Austen gained a degree in computers at Queen's and later studied for a master's degree in marketing at Ulster University, Jordanstown.

After he graduated, Austen continued to live in Belfast where he found work in IT while at the same time using his downtime to enhance his equestrian skills with the RDA centre in Newtownards that he'd been attending.

His competitive edge flourished and he won a number of cups in RDA championships before he was also invited to join the Irish Paralympic Equestrian Development Squad with one of his own horses but the onslaught of the coronavirus changed everything for him on a number of levels.

He returned to Warrenpoint to live in March with his parents while continuing to work from home where he also pushed ahead with the website he set up to assist disabled people and the elderly to find experienced carers in their own areas.

Austen says the thinking behind the site was to give people the ability to search for carers with the particular skills they needed to suit them.

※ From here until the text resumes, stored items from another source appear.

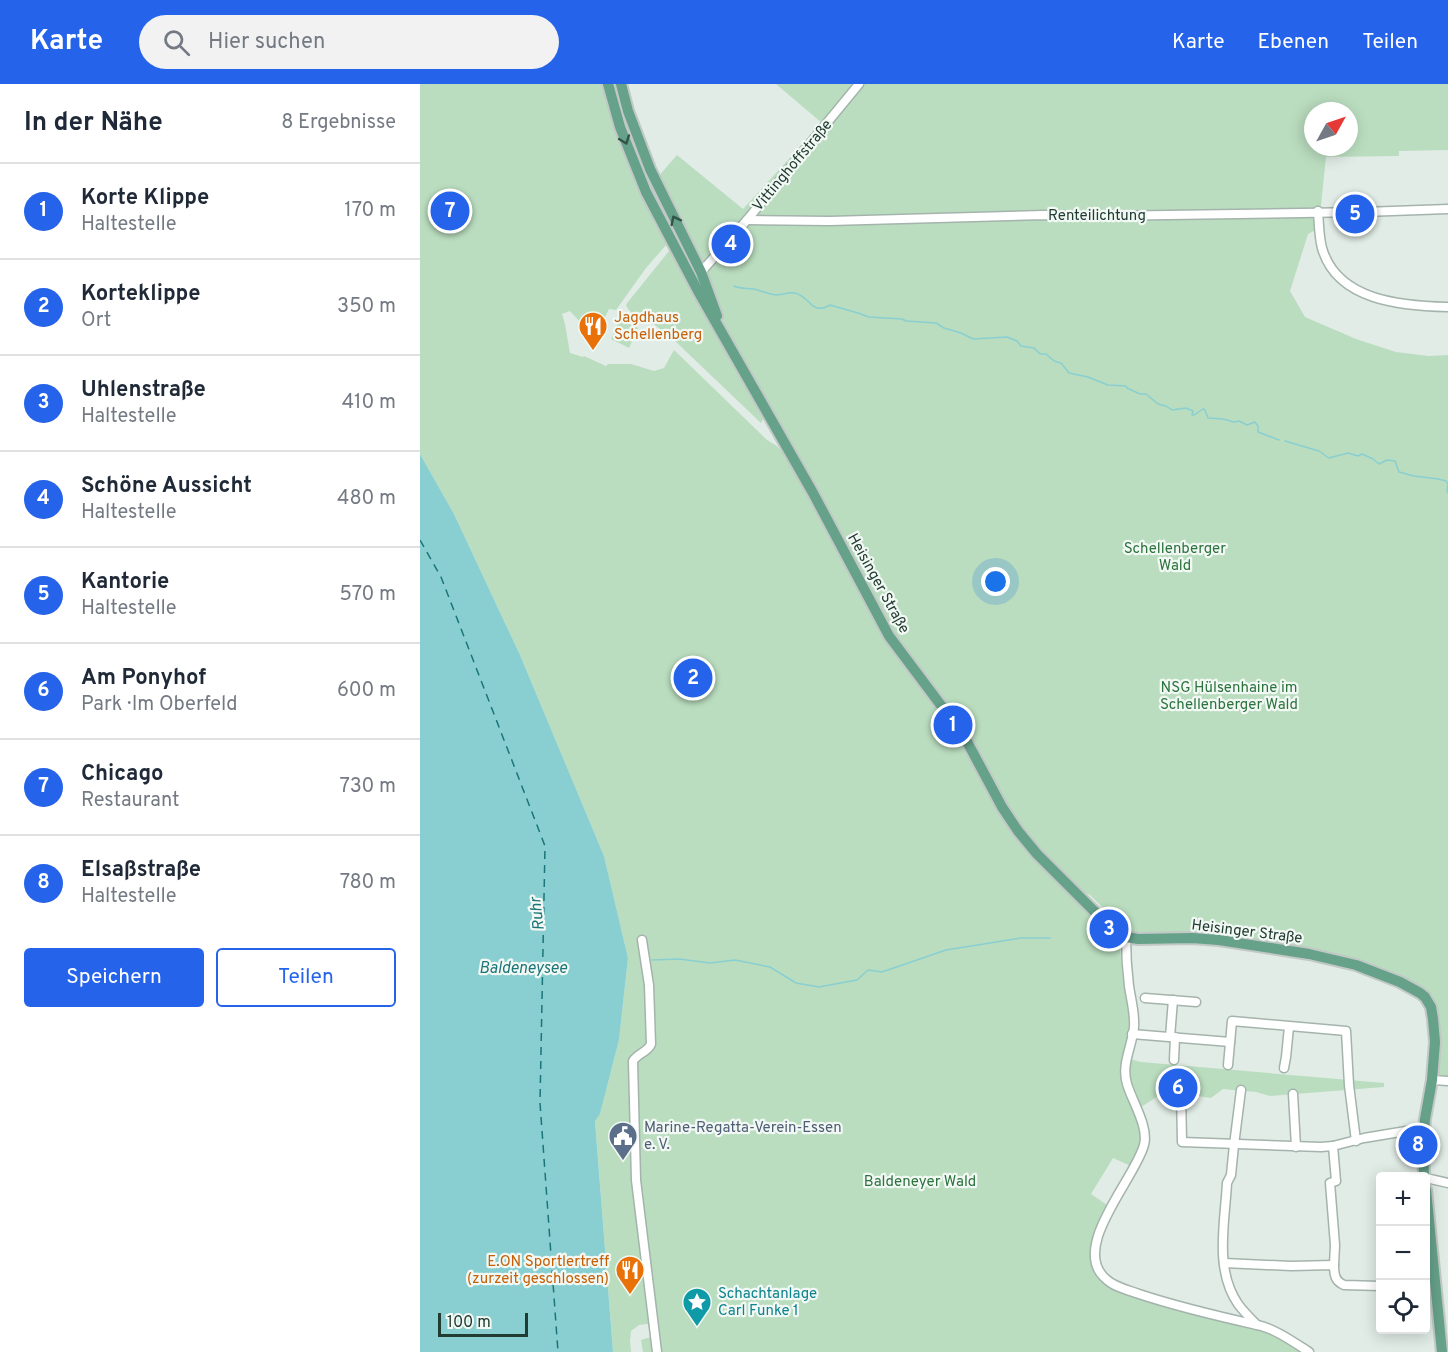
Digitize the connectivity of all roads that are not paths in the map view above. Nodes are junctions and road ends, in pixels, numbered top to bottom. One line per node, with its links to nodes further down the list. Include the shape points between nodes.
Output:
1 (608, 84): 8 (main road, Heisinger Straße, one-way to 8, via 642,182)
2 (621, 84): 7 (main road, Heisinger Straße, one-way to 2, via 650,170)
3 (859, 84): 6 (street, Vittinghoffstraße)
4 (1448, 209): 5 (street, Renteilichtung)
5 (1318, 211): 6 (street, Renteilichtung); 9 (street, via 1323,251 1345,282 1388,302)
6 (747, 220): 7 (street, Vittinghoffstraße)
7 (701, 272): 8 (main road); 10 (main road, Heisinger Straße)
8 (691, 278): 10 (main road, Heisinger Straße)
9 (1448, 307)
10 (728, 345): 11 (main road, Heisinger Straße, via 889,636 964,736 1014,826 1094,911)
11 (1126, 937): 17 (street); 23 (main road, Heisinger Straße, via 1219,940 1287,950 1356,965 1415,989 1428,1002 1432,1013)
12 (642, 940): 41 (street, via 652,1040 651,1047 633,1061 634,1131 636,1180)
13 (1145, 998): 14 (street)
14 (1173, 1000): 15 (street); 18 (street)
15 (1196, 1002)
16 (1289, 1027): 19 (street, via 1232,1021); 22 (street); 29 (street, via 1346,1031)
17 (1132, 1034): 18 (street); 40 (street, via 1125,1075 1144,1128 1144,1145 1096,1239 1096,1265 1108,1281 1128,1290 1192,1310)
18 (1173, 1037): 19 (street); 20 (street)
19 (1230, 1042): 21 (street)
20 (1174, 1060)
21 (1228, 1065)
22 (1284, 1068)
23 (1432, 1080): 24 (street); 28 (main road, Heisinger Straße)
24 (1448, 1081)
25 (1241, 1090): 30 (street)
26 (1181, 1093): 30 (street, via 1182,1142)
27 (1293, 1094): 32 (street)
28 (1424, 1128): 29 (street); 33 (main road, Heisinger Straße)
29 (1356, 1141): 31 (street)
30 (1234, 1145): 32 (street); 37 (street, via 1227,1183)
31 (1333, 1146): 32 (street); 38 (street, via 1336,1181 1330,1183)
32 (1296, 1147)
33 (1425, 1172)
34 (1430, 1178): 35 (street)
35 (1448, 1183)
36 (1429, 1226): 43 (main road)
37 (1224, 1263): 38 (street); 40 (street, via 1233,1295)
38 (1334, 1265): 39 (street, via 1336,1279 1344,1285)
39 (1376, 1286)
40 (1257, 1324): 42 (street)
41 (657, 1352)
42 (1309, 1352)
43 (1443, 1352)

Adds Austen: "It's a bit like the methods they use on dating sites. And I sometimes refer to my site as 'Tinder for carers.' People can click on and find the carers they need using filters like postcodes; whether or not they have a driving licence and what experience they have."

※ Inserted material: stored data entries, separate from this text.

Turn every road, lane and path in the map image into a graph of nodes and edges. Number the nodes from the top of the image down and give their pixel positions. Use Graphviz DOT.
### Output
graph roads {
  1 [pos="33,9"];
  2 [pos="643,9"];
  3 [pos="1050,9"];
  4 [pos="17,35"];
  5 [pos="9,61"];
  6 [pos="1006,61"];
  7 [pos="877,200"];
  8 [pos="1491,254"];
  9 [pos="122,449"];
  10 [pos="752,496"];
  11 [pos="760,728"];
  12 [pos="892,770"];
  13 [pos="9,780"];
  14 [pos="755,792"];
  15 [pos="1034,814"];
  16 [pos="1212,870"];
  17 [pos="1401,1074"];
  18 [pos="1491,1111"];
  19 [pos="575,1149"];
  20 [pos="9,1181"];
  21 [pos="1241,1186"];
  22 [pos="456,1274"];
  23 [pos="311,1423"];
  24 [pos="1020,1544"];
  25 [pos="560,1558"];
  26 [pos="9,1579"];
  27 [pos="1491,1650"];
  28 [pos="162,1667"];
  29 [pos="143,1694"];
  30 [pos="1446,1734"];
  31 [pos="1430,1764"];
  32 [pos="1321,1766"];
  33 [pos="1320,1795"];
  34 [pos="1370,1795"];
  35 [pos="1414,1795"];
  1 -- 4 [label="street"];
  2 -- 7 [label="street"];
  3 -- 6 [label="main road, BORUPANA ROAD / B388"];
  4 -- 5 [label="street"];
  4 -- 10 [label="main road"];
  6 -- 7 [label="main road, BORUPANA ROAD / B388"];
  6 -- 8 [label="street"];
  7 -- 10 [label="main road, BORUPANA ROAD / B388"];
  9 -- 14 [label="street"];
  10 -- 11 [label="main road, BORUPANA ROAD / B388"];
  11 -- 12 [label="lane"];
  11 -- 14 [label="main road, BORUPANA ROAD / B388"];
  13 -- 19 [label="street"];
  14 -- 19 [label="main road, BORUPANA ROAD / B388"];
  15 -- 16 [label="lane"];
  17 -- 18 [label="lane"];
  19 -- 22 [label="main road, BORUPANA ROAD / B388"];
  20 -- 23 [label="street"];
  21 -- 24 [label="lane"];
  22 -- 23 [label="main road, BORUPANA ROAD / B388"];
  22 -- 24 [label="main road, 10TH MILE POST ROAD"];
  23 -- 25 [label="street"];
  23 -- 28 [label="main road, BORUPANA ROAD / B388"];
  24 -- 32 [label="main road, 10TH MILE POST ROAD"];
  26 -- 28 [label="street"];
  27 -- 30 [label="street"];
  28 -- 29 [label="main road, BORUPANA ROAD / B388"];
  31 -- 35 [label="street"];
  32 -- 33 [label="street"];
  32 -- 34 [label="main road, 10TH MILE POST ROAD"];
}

In Northern Ireland over 80 per cent of care is funded by local health authorities who have allocated direct payments or budgets to disabled people and the elderly so that they find their own carers.

"I wanted to create a website to give people more choice and control over the care they receive," he adds.

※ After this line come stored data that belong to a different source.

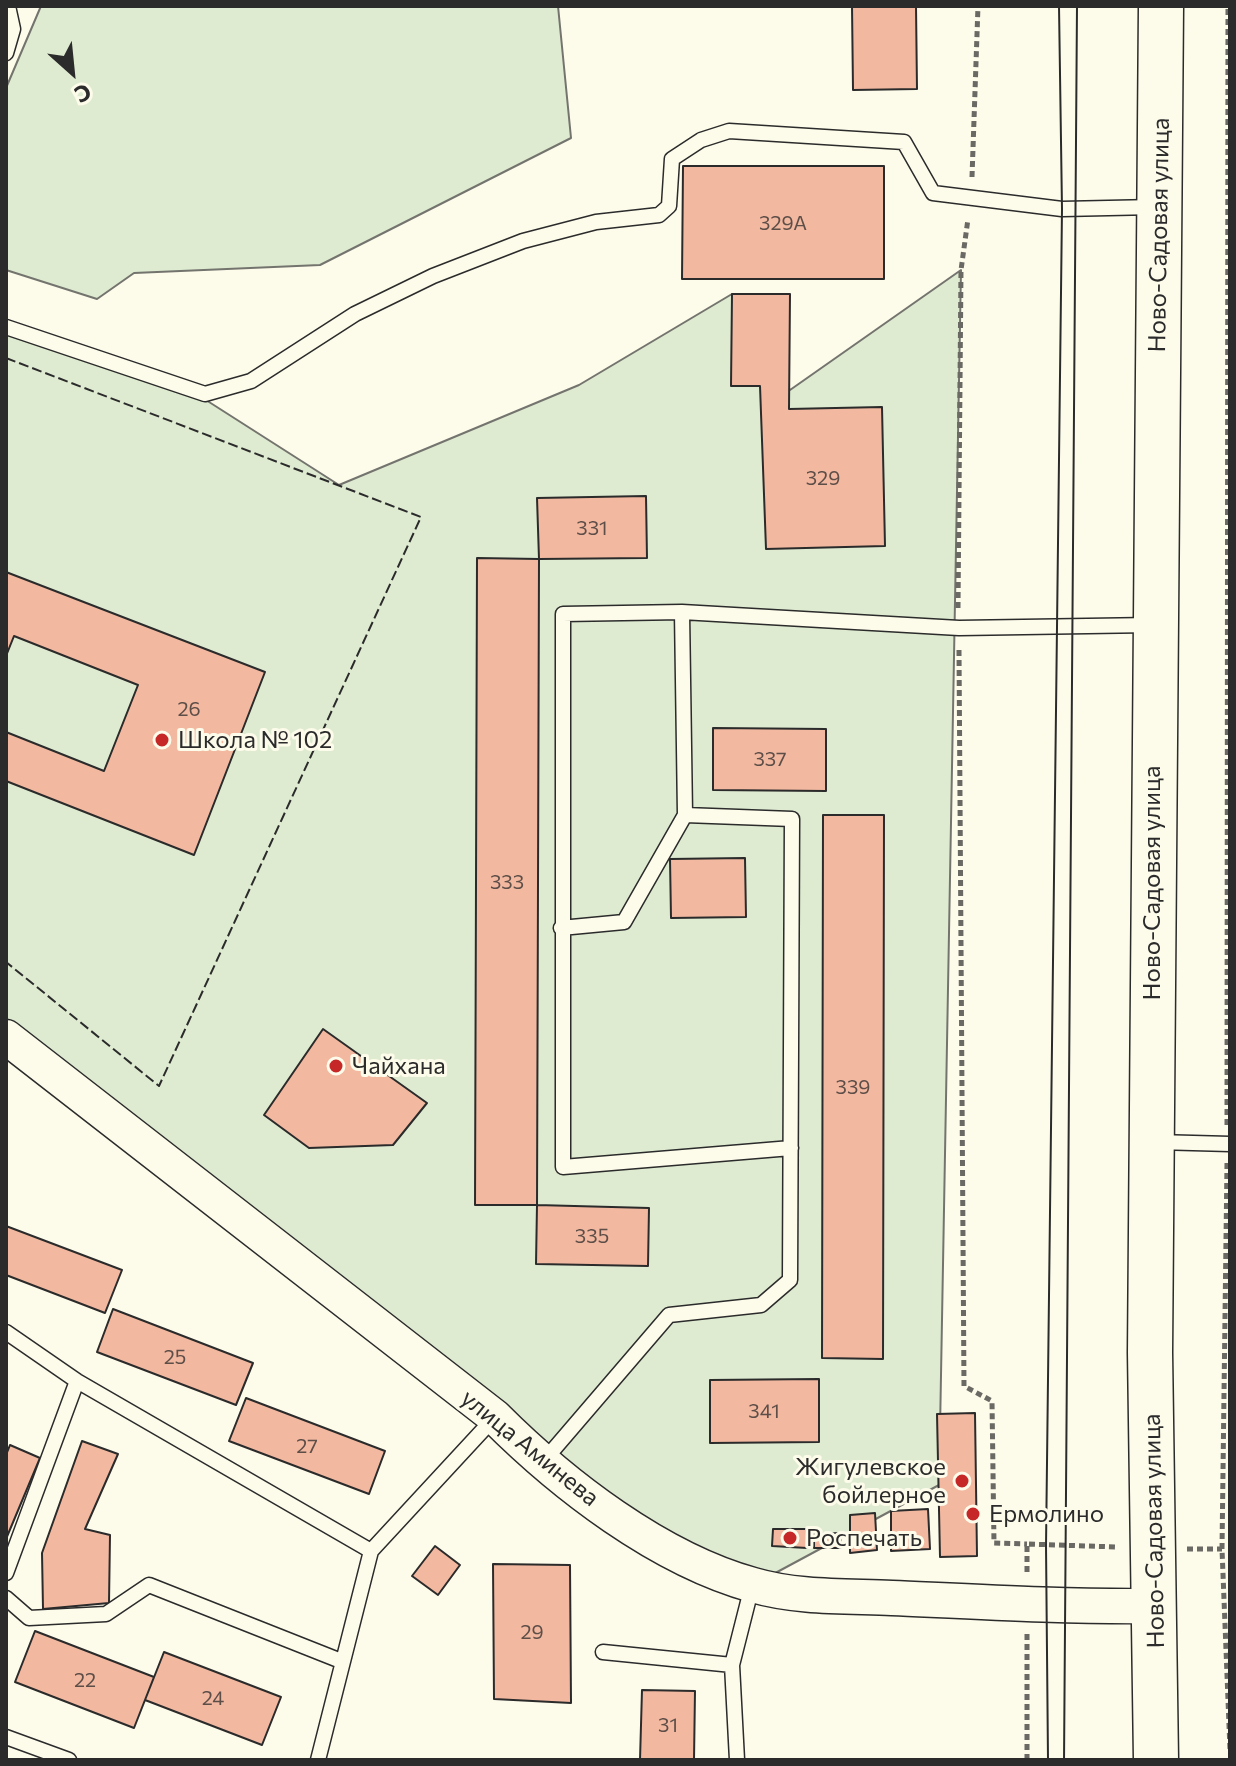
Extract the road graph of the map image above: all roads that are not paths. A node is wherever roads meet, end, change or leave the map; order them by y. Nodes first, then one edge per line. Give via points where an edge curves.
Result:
1 (8, 6) edge
2 (1161, 6) edge
3 (6, 53) edge
4 (1160, 207) junction
5 (6, 327) edge
6 (682, 612) junction
7 (1153, 626) junction
8 (685, 815) junction
9 (561, 928) junction
10 (6, 1037) edge
11 (1151, 1142) junction
12 (1229, 1144) edge
13 (791, 1148) junction
14 (6, 1332) edge
15 (77, 1381) junction
16 (495, 1417) junction
17 (542, 1464) junction
18 (371, 1551) junction
19 (6, 1573) edge
20 (753, 1585) junction
21 (6, 1598) edge
22 (1154, 1606) junction
23 (603, 1652) dead end
24 (341, 1661) junction
25 (732, 1665) junction
26 (6, 1737) edge
27 (69, 1760) edge
28 (318, 1760) edge
29 (737, 1760) edge
30 (1156, 1760) edge

1 - 3 lane via 13,29
2 - 4 main road, Ново-Садовая улица
4 - 5 lane via 1062,209 933,193 904,142 729,131 701,140 672,159 669,206 659,215 596,222 523,241 433,276 355,314 251,381 205,394
4 - 7 main road, Ново-Садовая улица
6 - 7 lane via 959,628
6 - 8 lane
6 - 9 lane via 563,614
7 - 11 main road, Ново-Садовая улица
8 - 9 lane via 624,922
8 - 13 lane via 792,819
9 - 13 lane via 563,1167
10 - 16 street, улица Аминева
11 - 12 lane
11 - 22 main road, Ново-Садовая улица
13 - 17 lane via 790,1280 761,1305 669,1315
14 - 15 lane
15 - 18 lane
15 - 19 lane
16 - 17 street, улица Аминева
16 - 18 lane
17 - 20 street, улица Аминева via 652,1542
18 - 24 lane
20 - 22 street, улица Аминева via 807,1594
20 - 25 lane
21 - 24 lane via 29,1618 106,1614 149,1585
22 - 30 main road, Ново-Садовая улица
23 - 25 lane
24 - 28 lane
25 - 29 lane
26 - 27 lane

So far almost 1,000 people have availed of Austen's site which won a 2019 Catalyst Invent Award and has 1,200 registered carers to provide support.

"It's also giving carers opportunities to find work and to earn more than they would if they were going through agencies. Being matched with someone on the website is in some ways cutting out the middle man," he reveals.

During the first Covid-19 lockdown he found that people were reluctant to let new carers into their homes but after restrictions were eased there was a noticeable rise in the use of the app.

At the minute Austen's facility is a free service which produces an introductory platform of available carers through a search facility.

But he admits: "I suspect it mightn't be free for ever. We've been fortunate enough to receive funding in the short term but we may eventually have to bring in a subscription charge to cover the costs.

"While I handle the technical side of the operation we have two other people who do the marketing and recruiting."

Austen's full-time job is providing IT and communications for the Centre for Independent Living who help disabled people in Northern Ireland to get work, to have equal opportunities and to live independently.

Last year during a visit to South East Asia, he met officials from a similar centre in Phnom Pehn in Cambodia.


Austen Burns Visit to The Centre For Independent Living in Cambodia

Austen Burns Visit to The Centre For Independent Living in Cambodia

Austen Burns Visit to The Centre For Independent Living in Cambodia

"It was an amazing experience," says Austen. "I was able to see first-hand the reality of being disabled in Cambodia and some of the issues that arose included accessible transport, housing and employment."

In the last year Austen's horse riding activities have been severely limited by Covid-19.

But he's hoping that things will return to normal this year and that he'll be able to get back in the saddle more often with thoughts turning to possibly taking part in the Paralympics in the future.

Austen has also thrown his support behind a new charity, One Equine Trust who are trying to promote the benefits of horse riding for people with physical and mental disabilities.

"What they are doing in trying to raise awareness of what involvement with horses can do is fantastic," he tells me. "Many horses have a special understanding and adapt to the needs of people like me. My involvement with horse riding has been brilliant in many ways, including from a physical point of view, which has improved my muscle tone and core strength, balance and co-ordination but it's been great from a social element too."